En 1995, Tsuneko Tanuichi est partie au japon photographier les ruines de sa maison
natale ravagée par le tremblement de terre de Kobe. My sentimental Journey,
travail récent de l'artiste présenté au Camden Arts Center
de Londres, comprenait une tente avec des matelas et un écran où
défilaient les images de la catastrophe, ajoutées à celles
de son enfance et de son entourage parisien du moment.
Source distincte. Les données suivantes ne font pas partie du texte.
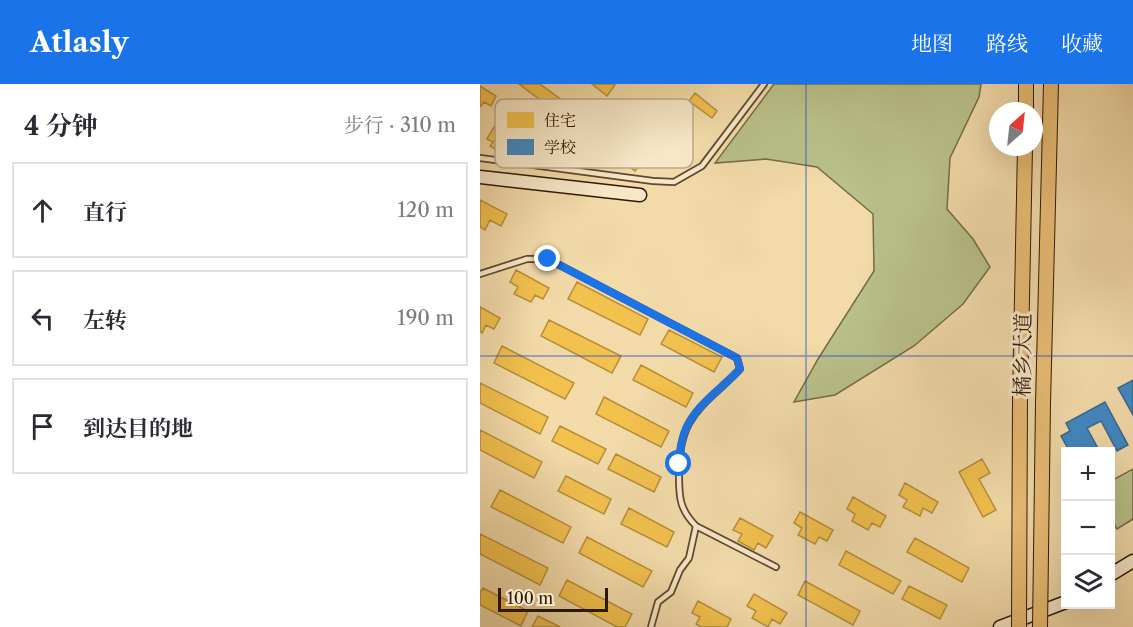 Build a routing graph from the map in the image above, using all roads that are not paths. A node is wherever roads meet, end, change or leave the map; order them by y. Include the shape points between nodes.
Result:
1 (764, 84) edge
2 (1026, 84) edge
3 (1051, 84) edge
4 (1026, 102) edge
5 (1025, 156) edge
6 (480, 158) edge
7 (495, 160) edge
8 (552, 168) edge
9 (480, 177) edge
10 (640, 195) dead end
11 (480, 274) edge
12 (696, 526) junction
13 (1133, 561) edge
14 (776, 567) dead end
15 (1115, 572) edge
16 (1061, 604) edge
17 (651, 627) edge
18 (1000, 627) edge
19 (1019, 627) edge
20 (1040, 627) edge

1 - 8 lane via 702,166 674,182
2 - 4 main road
3 - 20 main road, 橘乡大道, bridge
5 - 19 main road, 橘乡大道, bridge
6 - 7 lane
9 - 10 street
11 - 12 lane via 527,259 548,259 737,358 740,369 710,396 691,419 682,439 679,501
12 - 14 lane
12 - 17 lane via 689,558 671,592 658,602
13 - 15 street
16 - 18 street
Quelques journaux datant
du tremblement de terre laissaient supposer que l'occupant avait quitté
cet habitat temporaire. Un refuge transitoire, qui engage la survie de l'exclu,
mais encore un refuge de la mémoire face au " déracinement
" culturel.
En fait, le titre de cette installation pourrait être générique
de toute l'oeuvre de Tanuichi. Celle-ci porte les stigmates d'un univers de conflits
permanents entre l'héritage culturel japonais où l'espace accordé
à l'expression de la femme reste limité, et contexte historique
et social occidental où le " diffèrent culturellement "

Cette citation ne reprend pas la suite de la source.